§ Exercise:
Please repeat all the entries. Nothing may differ.

(Stored data entries)
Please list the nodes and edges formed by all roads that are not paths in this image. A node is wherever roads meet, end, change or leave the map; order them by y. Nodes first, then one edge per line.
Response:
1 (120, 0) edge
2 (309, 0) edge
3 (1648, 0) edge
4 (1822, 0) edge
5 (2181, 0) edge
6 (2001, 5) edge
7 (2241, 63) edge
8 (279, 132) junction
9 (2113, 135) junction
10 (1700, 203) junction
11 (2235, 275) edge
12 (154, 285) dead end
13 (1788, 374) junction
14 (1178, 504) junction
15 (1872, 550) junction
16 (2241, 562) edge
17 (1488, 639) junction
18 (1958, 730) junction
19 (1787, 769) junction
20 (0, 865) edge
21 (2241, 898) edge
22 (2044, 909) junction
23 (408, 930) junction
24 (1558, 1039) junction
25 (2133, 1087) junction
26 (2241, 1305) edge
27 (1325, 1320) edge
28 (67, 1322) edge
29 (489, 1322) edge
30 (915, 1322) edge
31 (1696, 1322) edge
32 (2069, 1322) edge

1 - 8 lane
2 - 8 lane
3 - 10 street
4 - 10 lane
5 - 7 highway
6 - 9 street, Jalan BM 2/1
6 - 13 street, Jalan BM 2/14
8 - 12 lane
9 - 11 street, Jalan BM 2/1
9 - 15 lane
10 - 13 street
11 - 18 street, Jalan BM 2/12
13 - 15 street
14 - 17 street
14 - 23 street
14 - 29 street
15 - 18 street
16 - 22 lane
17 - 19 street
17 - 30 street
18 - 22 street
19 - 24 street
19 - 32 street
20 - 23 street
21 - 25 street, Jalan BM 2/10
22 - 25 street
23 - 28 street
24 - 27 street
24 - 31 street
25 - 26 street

§ Result of this task:
Please list the nodes and edges formed by all roads that are not paths in this image. A node is wherever roads meet, end, change or leave the map; order them by y. Nodes first, then one edge per line.
Response:
1 (120, 0) edge
2 (309, 0) edge
3 (1648, 0) edge
4 (1822, 0) edge
5 (2181, 0) edge
6 (2001, 5) edge
7 (2241, 63) edge
8 (279, 132) junction
9 (2113, 135) junction
10 (1700, 203) junction
11 (2235, 275) edge
12 (154, 285) dead end
13 (1788, 374) junction
14 (1178, 504) junction
15 (1872, 550) junction
16 (2241, 562) edge
17 (1488, 639) junction
18 (1958, 730) junction
19 (1787, 769) junction
20 (0, 865) edge
21 (2241, 898) edge
22 (2044, 909) junction
23 (408, 930) junction
24 (1558, 1039) junction
25 (2133, 1087) junction
26 (2241, 1305) edge
27 (1325, 1320) edge
28 (67, 1322) edge
29 (489, 1322) edge
30 (915, 1322) edge
31 (1696, 1322) edge
32 (2069, 1322) edge

1 - 8 lane
2 - 8 lane
3 - 10 street
4 - 10 lane
5 - 7 highway
6 - 9 street, Jalan BM 2/1
6 - 13 street, Jalan BM 2/14
8 - 12 lane
9 - 11 street, Jalan BM 2/1
9 - 15 lane
10 - 13 street
11 - 18 street, Jalan BM 2/12
13 - 15 street
14 - 17 street
14 - 23 street
14 - 29 street
15 - 18 street
16 - 22 lane
17 - 19 street
17 - 30 street
18 - 22 street
19 - 24 street
19 - 32 street
20 - 23 street
21 - 25 street, Jalan BM 2/10
22 - 25 street
23 - 28 street
24 - 27 street
24 - 31 street
25 - 26 street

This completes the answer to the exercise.